I cant stand my mom anymore?

Discussion in 'Rants, Musings and Ideas' started by Izzy559, Feb 27, 2014.

  1. Izzy559

    Izzy559 Member

    I dont like being around her anymore, she is just so self centered and has some serious anger and mood swing issues i dont know wat it is but lately she has been a real rude. She will be fine one minute and the next she starts slamming things and being mean. For example just about a week ago she was mad ALL DAY slamming doors and anything she touches, it turns out she thought my dad was cheating OUT OF NO WHERE! And i could hear her screaming at my dad and saying she is treated like dirt (yeah right) we wash the dishes, clothes, throw out the trash, etc she might do it ONE TIME then all hell breaks lose, the other day i woke up and she told me "are you going to your aunt's birthday?" i said no and she gave a sarcastic "you have anything better to do?" and i just walked away, then she came into the kitchen and said "wash your dishes" rudely and i knew she was in one of her mood swings so i walked away with out saying a word cause she would find any way to twist it and make me look like the bad boy. I went into my room and she followed and said "fine im sorry you dont have to listen to anything i tell you to do" very rudely and now im the bad boy and she is waiting for me to say sorry? Seriously? I love her but i cant stand being around her anymore she plays victim too much and argues. Our house revolves around her if she is mad or sad we all feel it and i cant talk to my dad he lost his man hood in her purse somewhere (its pathetic how weak he is) it wasnt always like this but i dont want my relationship with my mom to be tarnished what should i do?
  2. flowers

    flowers Senior Member

    Hi Izzy.
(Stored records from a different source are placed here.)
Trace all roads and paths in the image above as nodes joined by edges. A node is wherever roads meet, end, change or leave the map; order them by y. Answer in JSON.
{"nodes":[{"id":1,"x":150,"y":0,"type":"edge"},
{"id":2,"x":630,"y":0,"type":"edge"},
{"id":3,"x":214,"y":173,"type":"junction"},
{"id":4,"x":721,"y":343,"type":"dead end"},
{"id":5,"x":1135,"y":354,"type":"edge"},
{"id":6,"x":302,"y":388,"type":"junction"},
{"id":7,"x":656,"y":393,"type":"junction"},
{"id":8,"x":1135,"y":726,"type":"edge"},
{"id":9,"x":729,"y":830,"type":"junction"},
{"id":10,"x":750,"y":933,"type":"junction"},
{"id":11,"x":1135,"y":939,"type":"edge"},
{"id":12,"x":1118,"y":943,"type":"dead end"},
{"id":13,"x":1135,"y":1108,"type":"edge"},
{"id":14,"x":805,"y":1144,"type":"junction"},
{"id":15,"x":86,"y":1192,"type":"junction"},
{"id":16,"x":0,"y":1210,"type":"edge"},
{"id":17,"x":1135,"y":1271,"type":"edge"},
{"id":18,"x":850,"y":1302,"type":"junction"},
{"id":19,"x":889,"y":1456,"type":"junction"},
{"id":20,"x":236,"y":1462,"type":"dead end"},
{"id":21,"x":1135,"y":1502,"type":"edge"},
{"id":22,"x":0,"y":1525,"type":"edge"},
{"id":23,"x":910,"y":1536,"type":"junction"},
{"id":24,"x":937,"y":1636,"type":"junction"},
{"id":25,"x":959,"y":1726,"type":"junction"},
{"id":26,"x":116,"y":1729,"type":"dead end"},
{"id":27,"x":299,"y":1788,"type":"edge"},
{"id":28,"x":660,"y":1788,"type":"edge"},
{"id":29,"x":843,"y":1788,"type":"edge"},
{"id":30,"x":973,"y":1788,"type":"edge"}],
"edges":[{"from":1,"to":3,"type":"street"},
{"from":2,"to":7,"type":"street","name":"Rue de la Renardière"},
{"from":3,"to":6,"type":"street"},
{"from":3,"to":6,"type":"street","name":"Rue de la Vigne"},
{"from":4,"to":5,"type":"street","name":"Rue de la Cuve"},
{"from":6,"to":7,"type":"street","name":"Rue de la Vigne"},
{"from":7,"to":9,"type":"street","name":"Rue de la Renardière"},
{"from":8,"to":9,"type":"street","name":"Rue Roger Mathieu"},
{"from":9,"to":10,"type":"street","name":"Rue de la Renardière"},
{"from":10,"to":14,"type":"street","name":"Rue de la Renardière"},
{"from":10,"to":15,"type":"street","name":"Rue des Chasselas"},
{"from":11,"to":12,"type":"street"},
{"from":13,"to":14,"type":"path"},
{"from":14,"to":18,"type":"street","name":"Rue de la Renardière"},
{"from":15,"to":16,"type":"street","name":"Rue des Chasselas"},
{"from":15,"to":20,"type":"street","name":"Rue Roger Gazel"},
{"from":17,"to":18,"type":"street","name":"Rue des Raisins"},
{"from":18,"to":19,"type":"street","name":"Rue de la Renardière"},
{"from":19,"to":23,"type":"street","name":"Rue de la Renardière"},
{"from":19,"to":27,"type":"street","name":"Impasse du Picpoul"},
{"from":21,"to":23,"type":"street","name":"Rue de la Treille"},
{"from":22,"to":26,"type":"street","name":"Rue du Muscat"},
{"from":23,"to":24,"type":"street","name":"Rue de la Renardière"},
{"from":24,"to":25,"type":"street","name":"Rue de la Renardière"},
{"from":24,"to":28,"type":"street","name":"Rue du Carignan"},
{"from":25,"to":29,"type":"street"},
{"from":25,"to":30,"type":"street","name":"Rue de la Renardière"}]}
I know this does not answer your question but I think the most important thing you can do is to not believe for one second that how she makes you feel is the real definition of who you are.

    My mother had very similar things going on when I was growin up ( and it does continue for her). She would go off at anything. often with horrible words. Sometimes with more than words. I believed her about who I was and it harmed me a lot.

    So if I could say only one thing to you it would be to do anything you have to do to try to not define yourself according to how she makes you feel about yourself. I am not sure how you can do that. But I hope you will try to come up with some good ideas. eg counseling. Even if it is a school counselor ( if you are in school). Considering you have come to this community I am guessing this is a pretty serious problem for you. And I am sorry. Please please please keep posting at sf if it feels okay to you. This can be such a supportive place where you can really say what you feel.

    My mother drank. That was a part of the problem. Does your mom drink a lot?

    To try to answer how you can try to not have your relationship with her be tarnished, thats a tough one. One idea I have is to work on seeing her as very wounded. Because it is probable that she is. This is not an excuse for her treatment of others... ever. But at least it might help you to know that under all that anger etc is pain. It does not in any way excuse it. I want to be totally clear about that.

    BUT no matter what, please believe me when I say that no matter how much you may hear or think that things are your fault, this is not the case. Do you think it might be more important to focus on how your relationship with yourselfwill notbe tarnished? I do. No matter how many times you may hear that you are wrong or bad etc, it is not the truth. I am here to tell you that. Hopefully you can find a way to believe that. I know it is not easy when a parent is constantly saying things that create bad feelings about yourself.

    One thing that helped my brother when we were growing up was he had a lot of things he did outside the house. He made sure he was gone most of the time. I do not know if that is possible for you. I was the kind of kid where that was not an option. But he said that helped him a lot to survive it. He still had wounding. But it was not as bad as it could have been.

    Do you think that it would be possible to get some kind of counseling? Is there an adult locally you can talk to about how you are feeling? Someone who can be an ally? And, once again, does she drink a lot?

    Again,please keep posting here at sf, if you want. Its such a good community for many people.